DATA FOR ANALYSIS:
*** Begin section ***
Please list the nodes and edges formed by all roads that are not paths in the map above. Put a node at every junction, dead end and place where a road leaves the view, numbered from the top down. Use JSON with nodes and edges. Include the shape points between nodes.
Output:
*** End section ***
*** Begin section ***
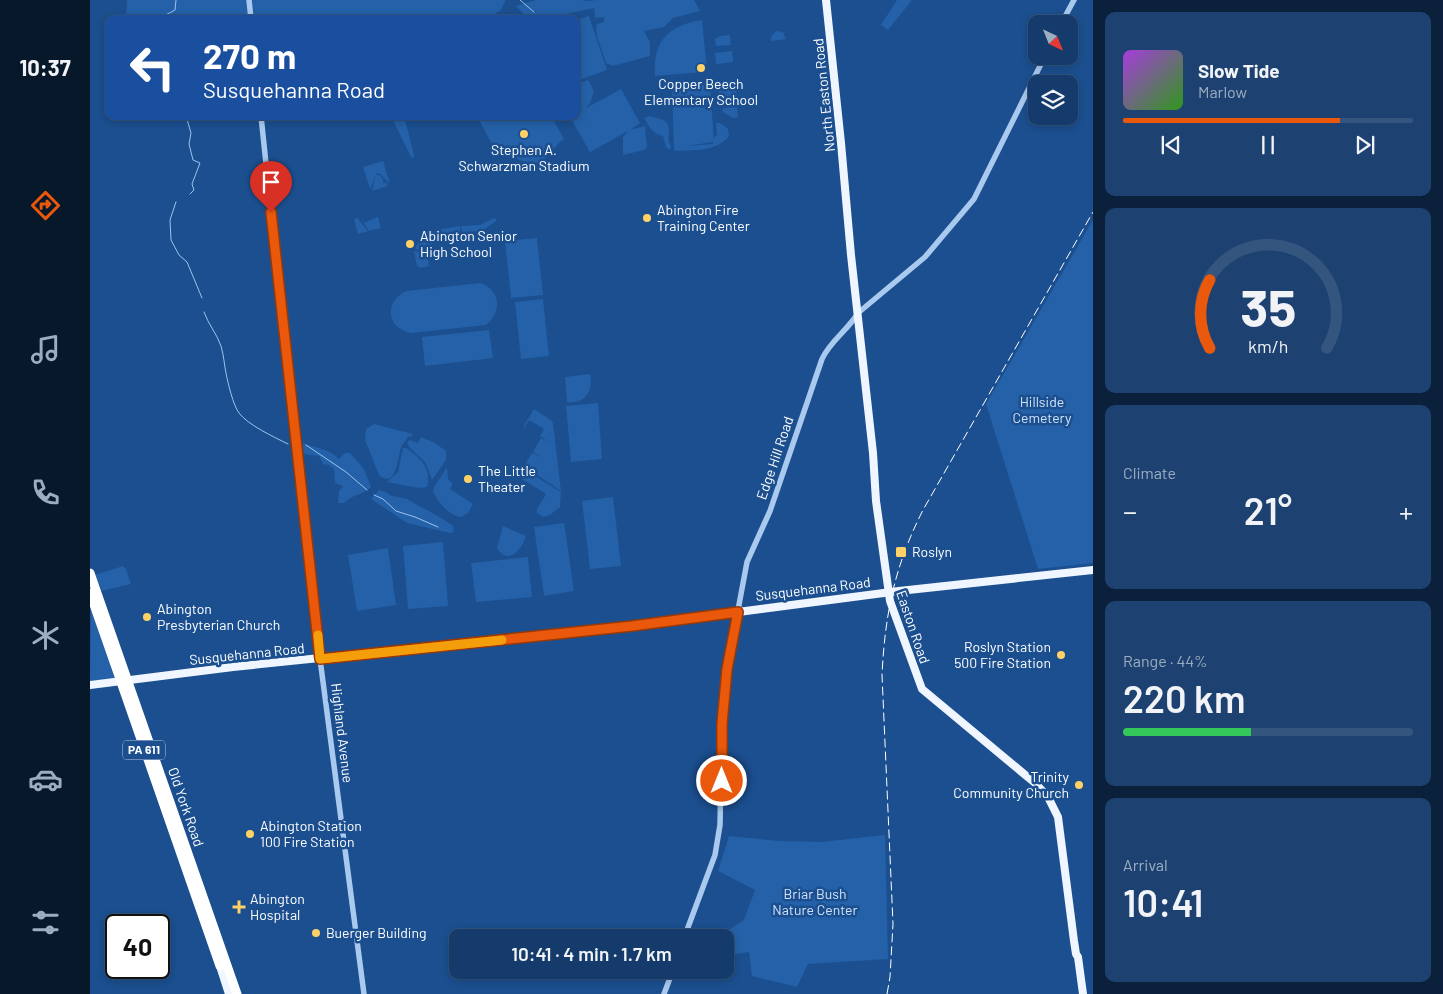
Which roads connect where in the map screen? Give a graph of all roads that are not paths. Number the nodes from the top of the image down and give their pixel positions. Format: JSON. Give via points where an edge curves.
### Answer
*** End section ***
*** Begin section ***
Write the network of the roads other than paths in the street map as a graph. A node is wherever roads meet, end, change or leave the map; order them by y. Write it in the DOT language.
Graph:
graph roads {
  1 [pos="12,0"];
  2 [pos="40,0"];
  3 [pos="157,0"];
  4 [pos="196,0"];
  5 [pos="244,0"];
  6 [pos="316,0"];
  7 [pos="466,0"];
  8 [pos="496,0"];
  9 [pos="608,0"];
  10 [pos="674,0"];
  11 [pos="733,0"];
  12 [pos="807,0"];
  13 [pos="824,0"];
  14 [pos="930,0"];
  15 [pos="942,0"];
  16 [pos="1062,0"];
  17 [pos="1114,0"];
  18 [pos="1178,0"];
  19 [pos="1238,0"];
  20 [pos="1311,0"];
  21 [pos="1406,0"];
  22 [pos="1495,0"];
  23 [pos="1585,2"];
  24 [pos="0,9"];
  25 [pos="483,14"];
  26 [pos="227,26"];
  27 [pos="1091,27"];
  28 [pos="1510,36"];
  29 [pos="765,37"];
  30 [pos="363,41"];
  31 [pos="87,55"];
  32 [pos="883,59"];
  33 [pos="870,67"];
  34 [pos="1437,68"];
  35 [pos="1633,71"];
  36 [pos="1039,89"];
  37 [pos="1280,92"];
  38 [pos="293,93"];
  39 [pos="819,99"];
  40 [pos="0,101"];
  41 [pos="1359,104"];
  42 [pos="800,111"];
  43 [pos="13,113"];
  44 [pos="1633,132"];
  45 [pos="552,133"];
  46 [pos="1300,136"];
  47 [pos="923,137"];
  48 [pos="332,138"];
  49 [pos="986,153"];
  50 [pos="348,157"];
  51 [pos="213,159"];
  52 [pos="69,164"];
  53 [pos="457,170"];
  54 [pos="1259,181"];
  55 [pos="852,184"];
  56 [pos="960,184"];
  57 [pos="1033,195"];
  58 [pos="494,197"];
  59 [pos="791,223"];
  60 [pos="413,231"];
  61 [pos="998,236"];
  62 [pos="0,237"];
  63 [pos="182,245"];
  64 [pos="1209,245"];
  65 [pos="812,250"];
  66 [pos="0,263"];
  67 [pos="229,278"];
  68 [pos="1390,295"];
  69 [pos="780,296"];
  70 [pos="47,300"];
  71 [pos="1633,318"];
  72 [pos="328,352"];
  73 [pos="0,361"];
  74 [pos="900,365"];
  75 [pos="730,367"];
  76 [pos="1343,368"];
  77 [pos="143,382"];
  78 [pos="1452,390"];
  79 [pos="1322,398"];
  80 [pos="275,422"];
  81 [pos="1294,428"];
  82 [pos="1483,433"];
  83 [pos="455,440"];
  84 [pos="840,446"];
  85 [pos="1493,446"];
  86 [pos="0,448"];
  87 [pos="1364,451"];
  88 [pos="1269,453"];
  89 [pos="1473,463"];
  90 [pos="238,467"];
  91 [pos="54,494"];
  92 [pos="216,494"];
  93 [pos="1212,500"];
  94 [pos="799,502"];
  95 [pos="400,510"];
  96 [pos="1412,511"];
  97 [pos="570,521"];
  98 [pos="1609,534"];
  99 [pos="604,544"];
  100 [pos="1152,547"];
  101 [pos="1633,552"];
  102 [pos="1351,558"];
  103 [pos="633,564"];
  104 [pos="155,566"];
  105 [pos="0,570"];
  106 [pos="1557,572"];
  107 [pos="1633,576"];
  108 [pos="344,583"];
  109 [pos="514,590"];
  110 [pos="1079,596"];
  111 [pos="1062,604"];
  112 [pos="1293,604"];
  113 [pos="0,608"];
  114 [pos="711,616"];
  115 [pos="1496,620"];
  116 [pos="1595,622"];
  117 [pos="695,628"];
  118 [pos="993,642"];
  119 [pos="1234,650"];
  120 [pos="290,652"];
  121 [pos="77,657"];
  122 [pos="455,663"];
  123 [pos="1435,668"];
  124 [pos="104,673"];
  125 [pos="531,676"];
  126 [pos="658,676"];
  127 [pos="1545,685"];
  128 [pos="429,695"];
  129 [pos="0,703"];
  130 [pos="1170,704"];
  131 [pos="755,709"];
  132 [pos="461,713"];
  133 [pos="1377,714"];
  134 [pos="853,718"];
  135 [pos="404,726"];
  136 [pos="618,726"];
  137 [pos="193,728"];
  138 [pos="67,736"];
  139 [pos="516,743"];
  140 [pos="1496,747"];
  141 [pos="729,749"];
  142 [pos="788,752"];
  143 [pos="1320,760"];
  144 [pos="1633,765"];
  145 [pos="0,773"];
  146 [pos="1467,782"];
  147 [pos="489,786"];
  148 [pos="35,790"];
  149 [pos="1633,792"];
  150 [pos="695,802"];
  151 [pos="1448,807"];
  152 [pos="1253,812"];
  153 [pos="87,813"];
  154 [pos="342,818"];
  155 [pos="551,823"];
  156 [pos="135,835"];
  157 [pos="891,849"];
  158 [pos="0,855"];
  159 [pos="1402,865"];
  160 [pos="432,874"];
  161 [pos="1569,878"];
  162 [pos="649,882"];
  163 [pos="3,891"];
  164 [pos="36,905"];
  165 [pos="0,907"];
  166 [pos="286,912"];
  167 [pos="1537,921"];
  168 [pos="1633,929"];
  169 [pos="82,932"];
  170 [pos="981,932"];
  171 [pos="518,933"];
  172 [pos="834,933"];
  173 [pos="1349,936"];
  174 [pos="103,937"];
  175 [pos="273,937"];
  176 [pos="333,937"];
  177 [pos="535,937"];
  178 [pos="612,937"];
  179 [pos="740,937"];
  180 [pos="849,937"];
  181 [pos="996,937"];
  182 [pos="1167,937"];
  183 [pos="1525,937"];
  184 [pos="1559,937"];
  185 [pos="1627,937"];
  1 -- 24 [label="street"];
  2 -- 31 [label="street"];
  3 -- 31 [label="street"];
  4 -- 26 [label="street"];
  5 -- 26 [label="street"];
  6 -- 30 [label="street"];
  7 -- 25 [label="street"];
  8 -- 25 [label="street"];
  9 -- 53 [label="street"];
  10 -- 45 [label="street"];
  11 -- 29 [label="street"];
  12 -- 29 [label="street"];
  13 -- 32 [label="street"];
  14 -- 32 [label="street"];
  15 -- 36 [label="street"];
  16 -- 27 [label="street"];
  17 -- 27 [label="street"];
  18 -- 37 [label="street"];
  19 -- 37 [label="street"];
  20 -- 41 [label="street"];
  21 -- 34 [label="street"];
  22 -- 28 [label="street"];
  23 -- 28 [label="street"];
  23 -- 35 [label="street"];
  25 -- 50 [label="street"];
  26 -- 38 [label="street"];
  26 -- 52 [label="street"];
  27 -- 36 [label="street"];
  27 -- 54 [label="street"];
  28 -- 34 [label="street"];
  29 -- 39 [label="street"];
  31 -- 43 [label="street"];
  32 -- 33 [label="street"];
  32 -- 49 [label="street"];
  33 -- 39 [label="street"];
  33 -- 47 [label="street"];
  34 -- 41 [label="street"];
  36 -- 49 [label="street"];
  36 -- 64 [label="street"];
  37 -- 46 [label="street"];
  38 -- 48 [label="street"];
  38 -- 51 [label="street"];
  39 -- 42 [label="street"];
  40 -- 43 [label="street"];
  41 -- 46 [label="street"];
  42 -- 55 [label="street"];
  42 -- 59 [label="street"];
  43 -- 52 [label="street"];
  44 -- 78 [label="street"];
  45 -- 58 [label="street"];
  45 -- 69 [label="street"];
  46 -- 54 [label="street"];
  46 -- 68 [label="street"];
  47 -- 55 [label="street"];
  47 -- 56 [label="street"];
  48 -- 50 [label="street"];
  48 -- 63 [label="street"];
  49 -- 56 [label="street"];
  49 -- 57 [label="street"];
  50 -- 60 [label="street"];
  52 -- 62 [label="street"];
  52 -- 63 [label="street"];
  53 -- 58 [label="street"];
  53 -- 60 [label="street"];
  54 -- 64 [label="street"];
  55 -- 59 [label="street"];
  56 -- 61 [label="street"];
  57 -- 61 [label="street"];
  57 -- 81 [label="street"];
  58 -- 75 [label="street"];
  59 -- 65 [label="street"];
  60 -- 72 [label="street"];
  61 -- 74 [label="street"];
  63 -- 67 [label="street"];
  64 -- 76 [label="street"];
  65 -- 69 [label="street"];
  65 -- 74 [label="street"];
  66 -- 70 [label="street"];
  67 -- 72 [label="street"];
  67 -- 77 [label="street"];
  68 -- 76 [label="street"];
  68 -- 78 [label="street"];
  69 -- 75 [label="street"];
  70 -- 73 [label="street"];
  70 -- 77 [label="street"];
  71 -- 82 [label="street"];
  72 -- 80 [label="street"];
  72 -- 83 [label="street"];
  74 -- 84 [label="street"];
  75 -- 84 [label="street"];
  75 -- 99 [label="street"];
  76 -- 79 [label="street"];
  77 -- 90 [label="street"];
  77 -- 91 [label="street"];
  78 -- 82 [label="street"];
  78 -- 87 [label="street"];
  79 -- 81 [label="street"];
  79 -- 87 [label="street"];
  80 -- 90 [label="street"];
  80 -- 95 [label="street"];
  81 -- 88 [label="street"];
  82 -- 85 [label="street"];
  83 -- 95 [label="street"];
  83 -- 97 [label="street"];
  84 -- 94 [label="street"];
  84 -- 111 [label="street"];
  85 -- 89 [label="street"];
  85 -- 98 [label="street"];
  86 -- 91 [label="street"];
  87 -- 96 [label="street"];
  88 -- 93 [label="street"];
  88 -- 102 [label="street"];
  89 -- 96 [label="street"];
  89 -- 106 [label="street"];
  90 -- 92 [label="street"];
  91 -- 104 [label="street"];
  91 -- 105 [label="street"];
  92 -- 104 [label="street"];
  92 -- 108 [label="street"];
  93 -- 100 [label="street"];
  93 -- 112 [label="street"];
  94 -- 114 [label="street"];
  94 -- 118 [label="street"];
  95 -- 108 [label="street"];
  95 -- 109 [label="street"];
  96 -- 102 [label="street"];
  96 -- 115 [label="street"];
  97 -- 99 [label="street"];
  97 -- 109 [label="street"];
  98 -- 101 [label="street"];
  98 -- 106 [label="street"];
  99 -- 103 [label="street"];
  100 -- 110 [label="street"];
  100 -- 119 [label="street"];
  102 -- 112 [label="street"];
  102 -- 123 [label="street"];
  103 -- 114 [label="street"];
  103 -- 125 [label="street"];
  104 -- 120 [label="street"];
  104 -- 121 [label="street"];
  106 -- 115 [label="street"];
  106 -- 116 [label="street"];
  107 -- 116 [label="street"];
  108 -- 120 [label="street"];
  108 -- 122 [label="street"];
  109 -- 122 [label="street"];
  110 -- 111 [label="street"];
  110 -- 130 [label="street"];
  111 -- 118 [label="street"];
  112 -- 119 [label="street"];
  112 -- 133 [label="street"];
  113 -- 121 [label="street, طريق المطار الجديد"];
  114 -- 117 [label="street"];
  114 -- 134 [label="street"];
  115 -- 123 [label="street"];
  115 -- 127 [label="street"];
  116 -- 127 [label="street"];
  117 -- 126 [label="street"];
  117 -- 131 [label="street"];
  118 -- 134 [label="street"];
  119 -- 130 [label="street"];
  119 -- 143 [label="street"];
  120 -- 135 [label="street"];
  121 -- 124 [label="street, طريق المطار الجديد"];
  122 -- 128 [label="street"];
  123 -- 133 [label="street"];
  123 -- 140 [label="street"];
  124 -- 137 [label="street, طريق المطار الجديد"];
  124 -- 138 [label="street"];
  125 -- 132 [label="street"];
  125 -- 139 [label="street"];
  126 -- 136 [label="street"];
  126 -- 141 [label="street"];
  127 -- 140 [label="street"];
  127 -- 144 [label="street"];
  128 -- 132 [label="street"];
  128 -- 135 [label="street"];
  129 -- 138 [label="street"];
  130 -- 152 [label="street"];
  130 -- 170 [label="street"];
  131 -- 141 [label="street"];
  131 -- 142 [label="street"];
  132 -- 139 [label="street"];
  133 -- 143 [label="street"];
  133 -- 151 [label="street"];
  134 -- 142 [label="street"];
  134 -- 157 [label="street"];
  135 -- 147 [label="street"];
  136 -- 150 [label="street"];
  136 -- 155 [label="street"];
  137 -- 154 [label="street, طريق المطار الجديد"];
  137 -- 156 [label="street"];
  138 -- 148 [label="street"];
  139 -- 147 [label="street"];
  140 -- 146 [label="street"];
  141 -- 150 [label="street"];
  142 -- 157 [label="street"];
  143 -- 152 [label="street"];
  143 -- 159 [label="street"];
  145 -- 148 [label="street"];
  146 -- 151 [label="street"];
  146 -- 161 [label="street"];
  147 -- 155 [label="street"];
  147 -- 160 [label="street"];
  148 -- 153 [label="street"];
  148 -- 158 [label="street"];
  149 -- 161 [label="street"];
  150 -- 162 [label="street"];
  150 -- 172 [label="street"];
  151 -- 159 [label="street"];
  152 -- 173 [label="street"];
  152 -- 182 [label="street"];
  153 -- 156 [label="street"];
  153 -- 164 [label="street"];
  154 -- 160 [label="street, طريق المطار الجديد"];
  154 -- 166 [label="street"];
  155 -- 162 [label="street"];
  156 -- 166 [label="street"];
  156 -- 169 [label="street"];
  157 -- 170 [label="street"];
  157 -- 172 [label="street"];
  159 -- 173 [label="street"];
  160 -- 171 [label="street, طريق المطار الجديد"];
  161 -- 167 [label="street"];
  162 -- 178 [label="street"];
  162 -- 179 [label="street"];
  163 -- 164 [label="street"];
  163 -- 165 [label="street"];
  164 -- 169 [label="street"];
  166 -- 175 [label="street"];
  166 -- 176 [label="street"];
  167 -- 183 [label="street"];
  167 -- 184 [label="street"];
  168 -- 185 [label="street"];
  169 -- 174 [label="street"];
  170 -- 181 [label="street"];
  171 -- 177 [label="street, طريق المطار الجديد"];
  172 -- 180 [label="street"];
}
*** End section ***
TRY IT:
I'd like every line with the string "points" copied from the listing.

RESPONSE:
Please list the nodes and edges formed by all roads that are not paths in the map above. Put a node at every junction, dead end and place where a road leaves the view, numbered from the top down. Use JSON with nodes and edges. Include the shape points between nodes.
Which roads connect where in the map screen? Give a graph of all roads that are not paths. Number the nodes from the top of the image down and give their pixel positions. Format: JSON. Give via points where an edge curves.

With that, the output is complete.